WORK TASK: Return, from the listing below, each line where the word "Church" appears.

INFORMATION GIVEN:
*****
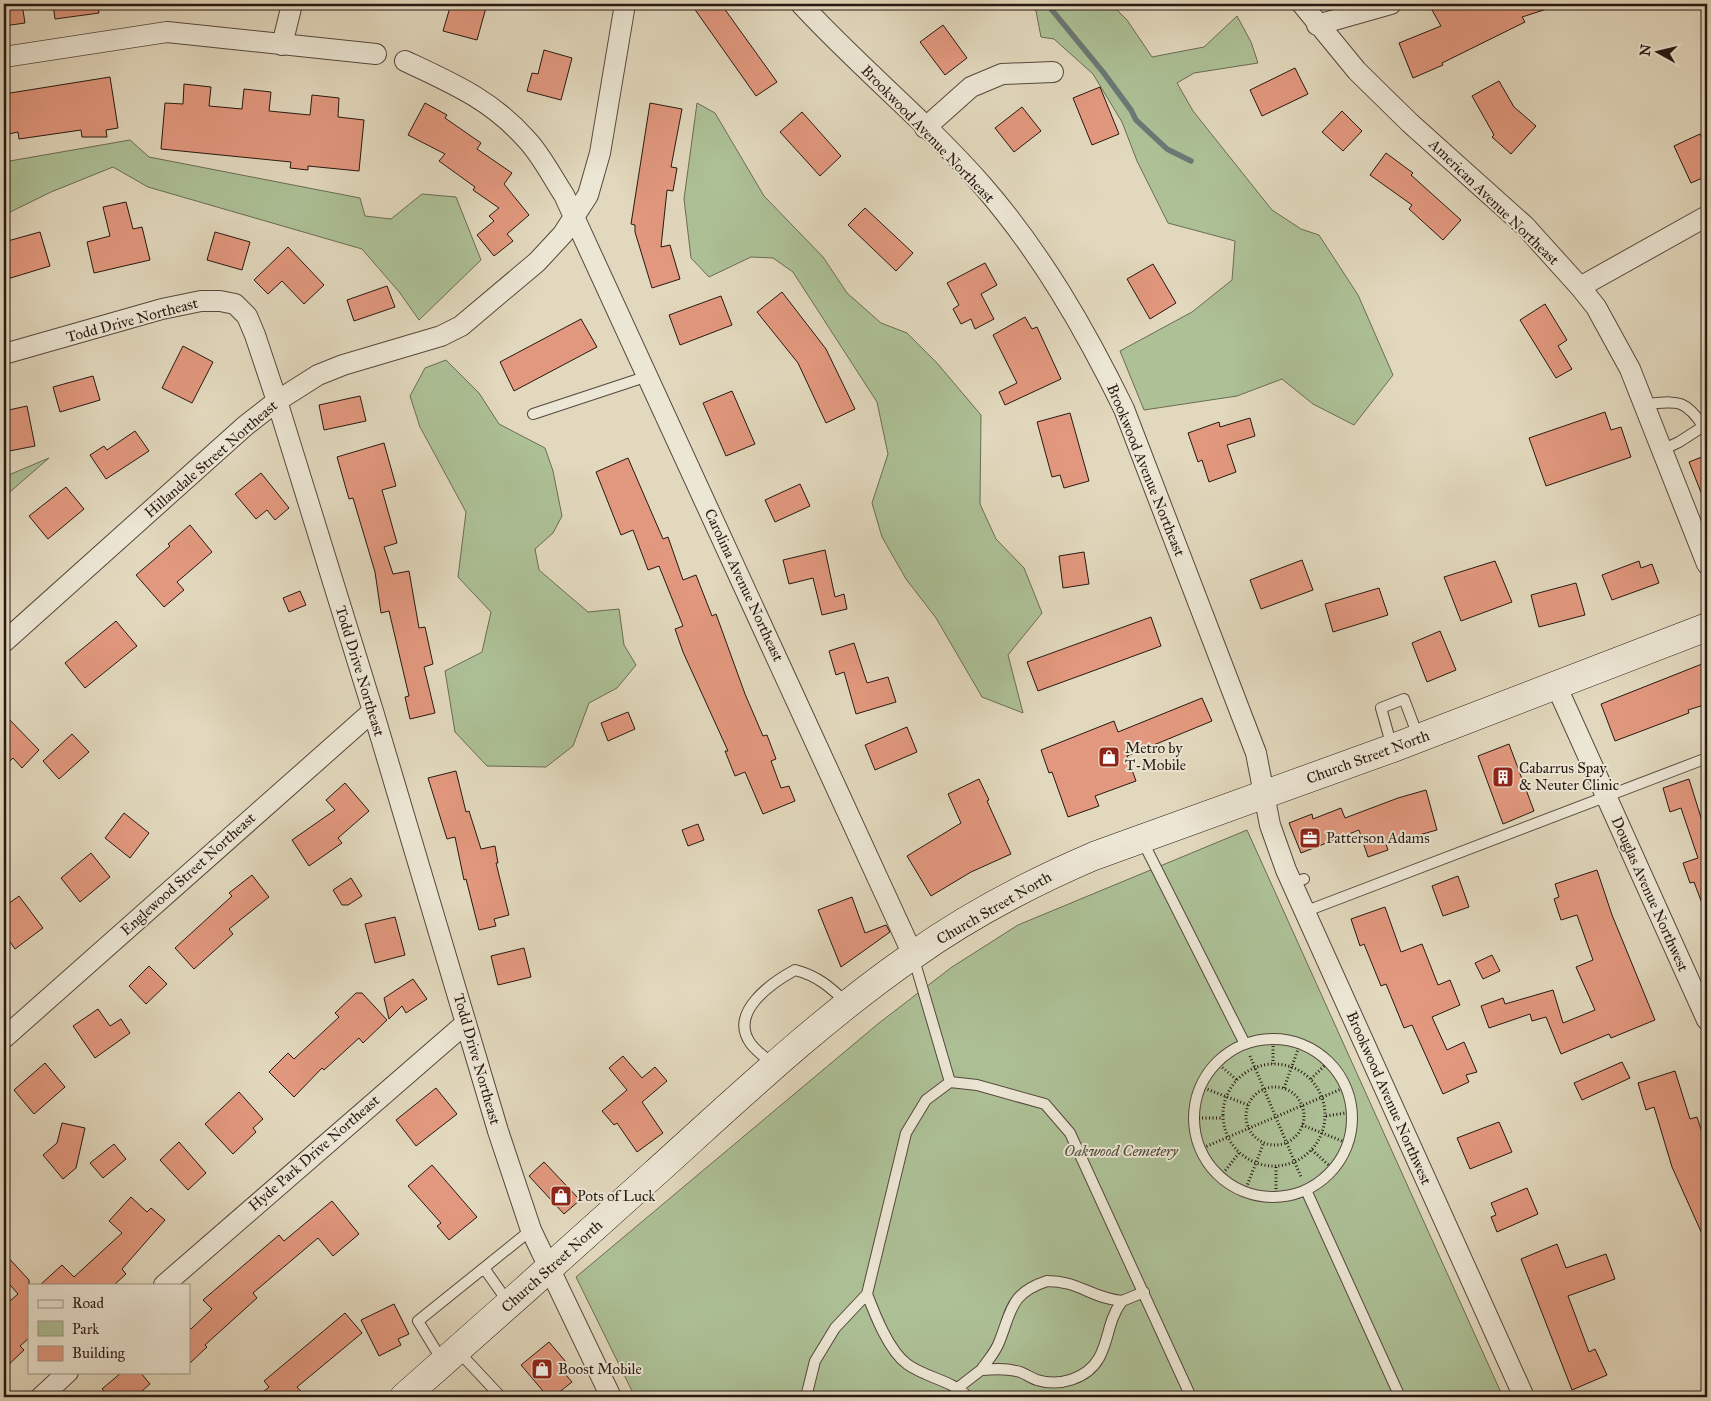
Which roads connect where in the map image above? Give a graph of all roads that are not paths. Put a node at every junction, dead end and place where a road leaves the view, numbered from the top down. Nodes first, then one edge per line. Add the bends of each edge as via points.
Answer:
1 (292, 4) edge
2 (626, 4) edge
3 (801, 4) edge
4 (1302, 4) edge
5 (1391, 4) edge
6 (1317, 25) junction
7 (282, 45) junction
8 (376, 54) dead end
9 (4, 57) edge
10 (405, 61) dead end
11 (1053, 72) dead end
12 (925, 128) junction
13 (575, 216) junction
14 (1707, 216) edge
15 (1580, 287) junction
16 (4, 354) edge
17 (648, 376) junction
18 (277, 401) junction
19 (1644, 404) junction
20 (533, 414) dead end
21 (1705, 425) edge
22 (1662, 450) junction
23 (1707, 564) edge
24 (1707, 627) edge
25 (4, 642) edge
26 (1556, 686) junction
27 (373, 711) junction
28 (1419, 738) junction
29 (1393, 748) junction
30 (1707, 758) edge
31 (1264, 795) junction
32 (1607, 798) junction
33 (1142, 839) junction
34 (1304, 912) junction
35 (912, 955) junction
36 (848, 1004) junction
37 (1707, 1020) edge
38 (466, 1023) junction
39 (4, 1038) edge
40 (1245, 1044) junction
41 (775, 1066) junction
42 (950, 1082) junction
43 (1306, 1190) junction
44 (531, 1230) junction
45 (484, 1268) junction
46 (548, 1270) junction
47 (165, 1284) edge
48 (1144, 1292) junction
49 (867, 1294) junction
50 (1122, 1301) junction
51 (509, 1304) junction
52 (450, 1356) junction
53 (981, 1370) junction
54 (66, 1374) edge
55 (959, 1387) junction
56 (41, 1397) edge
57 (404, 1397) edge
58 (502, 1397) edge
59 (611, 1397) edge
60 (806, 1397) edge
61 (968, 1397) edge
62 (1190, 1397) edge
63 (1400, 1397) edge
64 (1524, 1397) edge

1 - 7 street
2 - 13 street, Hillandale Street Northeast via 600,153 588,195
3 - 12 street, Brookwood Avenue Northeast
4 - 6 street, American Avenue Northeast
5 - 6 street
6 - 15 street, American Avenue Northeast via 1357,71 1524,226
7 - 8 street
7 - 9 street via 167,32
10 - 13 street, Carolina Avenue Northeast via 468,90 507,119 529,141
11 - 12 street via 1002,74 971,87
12 - 31 street, Brookwood Avenue Northeast via 983,186 1033,249 1098,356 1124,409 1256,753
13 - 17 street, Carolina Avenue Northeast
13 - 18 street, Hillandale Street Northeast via 536,262 461,326 441,336 318,375
14 - 15 street
15 - 19 street, American Avenue Northeast via 1596,307 1630,369
16 - 18 street, Todd Drive Northeast via 162,310 201,301 220,301 235,304 247,316
17 - 20 lane
17 - 35 street, Carolina Avenue Northeast
18 - 25 street, Hillandale Street Northeast
18 - 27 street, Todd Drive Northeast
19 - 21 lane via 1681,403
19 - 22 street, American Avenue Northeast
21 - 22 lane
22 - 23 street, American Avenue Northeast
24 - 26 main road, Church Street North
26 - 28 main road, Church Street North
26 - 32 street, Douglas Avenue Northwest
27 - 38 street, Todd Drive Northeast
27 - 39 street, Englewood Street Northeast
28 - 29 main road, Church Street North
28 - 29 lane via 1404,699 1381,708
29 - 31 main road, Church Street North
30 - 32 lane
31 - 33 main road, Church Street North
31 - 34 street, Brookwood Avenue Northwest via 1270,824 1298,881
32 - 34 lane
32 - 37 street, Douglas Avenue Northwest
33 - 35 main road, Church Street North via 1052,874
33 - 40 lane
34 - 64 street, Brookwood Avenue Northwest
35 - 36 main road, Church Street North
35 - 42 lane
36 - 41 main road, Church Street North
36 - 41 lane via 828,984 812,974 795,970 776,980 754,1002 746,1014 744,1026 751,1044
38 - 44 street, Todd Drive Northeast
38 - 47 street, Hyde Park Drive Northeast
40 - 43 lane via 1273,1039 1293,1041 1315,1050 1346,1087 1352,1112 1347,1143 1333,1169
40 - 43 lane via 1223,1056 1206,1075 1196,1099 1195,1118 1200,1149 1213,1170 1245,1191 1276,1196
41 - 46 main road, Church Street North
42 - 48 lane via 977,1085 1045,1104 1070,1133
42 - 49 lane via 926,1100 906,1133
43 - 63 lane
44 - 45 lane
44 - 46 street, Todd Drive Northeast
45 - 51 lane
45 - 52 lane via 418,1321
46 - 51 main road, Church Street North
46 - 59 street, Todd Drive Northeast
48 - 50 lane
48 - 62 lane
49 - 55 lane via 880,1330 906,1364
49 - 60 lane via 835,1328 815,1361
50 - 53 lane via 1112,1314 1098,1360 1086,1373 1071,1381 1054,1383 1037,1380 1019,1371
50 - 53 lane via 1096,1296 1064,1281 1047,1281 1032,1286 1018,1296 1009,1310 999,1342
51 - 52 main road, Church Street North
52 - 57 main road, Church Street North
52 - 58 lane
53 - 55 lane
54 - 56 street
55 - 61 lane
*****
TASK OUTPUT:
24 - 26 main road, Church Street North
26 - 28 main road, Church Street North
28 - 29 main road, Church Street North
29 - 31 main road, Church Street North
31 - 33 main road, Church Street North
33 - 35 main road, Church Street North via 1052,874
35 - 36 main road, Church Street North
36 - 41 main road, Church Street North
41 - 46 main road, Church Street North
46 - 51 main road, Church Street North
51 - 52 main road, Church Street North
52 - 57 main road, Church Street North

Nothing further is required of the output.